La visite d'État de Mitterrand en 1983 était plus un "bruit de sabre" français qu'une visite amicale entre voisins.
La visite d'État de Mitterrand en 1983 était plus un "bruit de sabre" français qu'une visite amicale entre voisins. Musée national suisse / ASL
Cette fois-ci, Mitterrand arrive en position de force. Il est l’un des moteurs de l’approfondissement communautaire et de l’Union politique à venir, avec Jacques Delors et Helmut Kohl.
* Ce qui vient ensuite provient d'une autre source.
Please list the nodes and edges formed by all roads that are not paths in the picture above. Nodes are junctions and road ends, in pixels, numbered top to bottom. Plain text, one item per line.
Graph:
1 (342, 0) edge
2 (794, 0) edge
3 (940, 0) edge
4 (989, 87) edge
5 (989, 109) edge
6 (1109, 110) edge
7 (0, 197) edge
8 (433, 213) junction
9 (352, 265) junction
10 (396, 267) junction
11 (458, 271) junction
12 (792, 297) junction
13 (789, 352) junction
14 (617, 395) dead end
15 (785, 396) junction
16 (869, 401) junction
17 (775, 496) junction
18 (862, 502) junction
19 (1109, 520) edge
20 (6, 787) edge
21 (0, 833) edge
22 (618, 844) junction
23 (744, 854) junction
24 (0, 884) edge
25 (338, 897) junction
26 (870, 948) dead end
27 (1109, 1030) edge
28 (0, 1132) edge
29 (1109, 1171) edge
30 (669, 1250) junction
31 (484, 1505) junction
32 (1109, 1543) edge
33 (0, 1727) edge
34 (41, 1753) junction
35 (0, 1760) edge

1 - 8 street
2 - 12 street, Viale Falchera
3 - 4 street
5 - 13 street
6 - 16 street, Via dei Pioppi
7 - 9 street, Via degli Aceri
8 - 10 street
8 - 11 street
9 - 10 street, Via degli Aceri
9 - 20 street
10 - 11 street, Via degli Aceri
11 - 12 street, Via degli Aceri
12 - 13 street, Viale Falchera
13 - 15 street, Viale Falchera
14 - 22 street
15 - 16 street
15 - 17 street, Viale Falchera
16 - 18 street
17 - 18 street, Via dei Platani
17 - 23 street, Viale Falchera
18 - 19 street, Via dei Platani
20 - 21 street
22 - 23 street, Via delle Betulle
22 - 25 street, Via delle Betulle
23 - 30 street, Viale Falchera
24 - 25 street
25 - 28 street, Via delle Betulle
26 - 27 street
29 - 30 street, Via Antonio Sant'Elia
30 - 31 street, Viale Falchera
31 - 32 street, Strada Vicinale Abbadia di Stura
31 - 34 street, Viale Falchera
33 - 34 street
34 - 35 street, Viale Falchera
De plus, il est accompagné d’un de ses fidèles, le ministre des affaires étrangères Roland Dumas – qui n’est pas passé loin d’être nommé premier ministre en mai – et renvoie la balle à la volée au Président Cotti et au Conseiller fédéral Jean-Pascal Delamuraz, rappelant que «L’Europe, c’est d’abord la Communauté européenne.»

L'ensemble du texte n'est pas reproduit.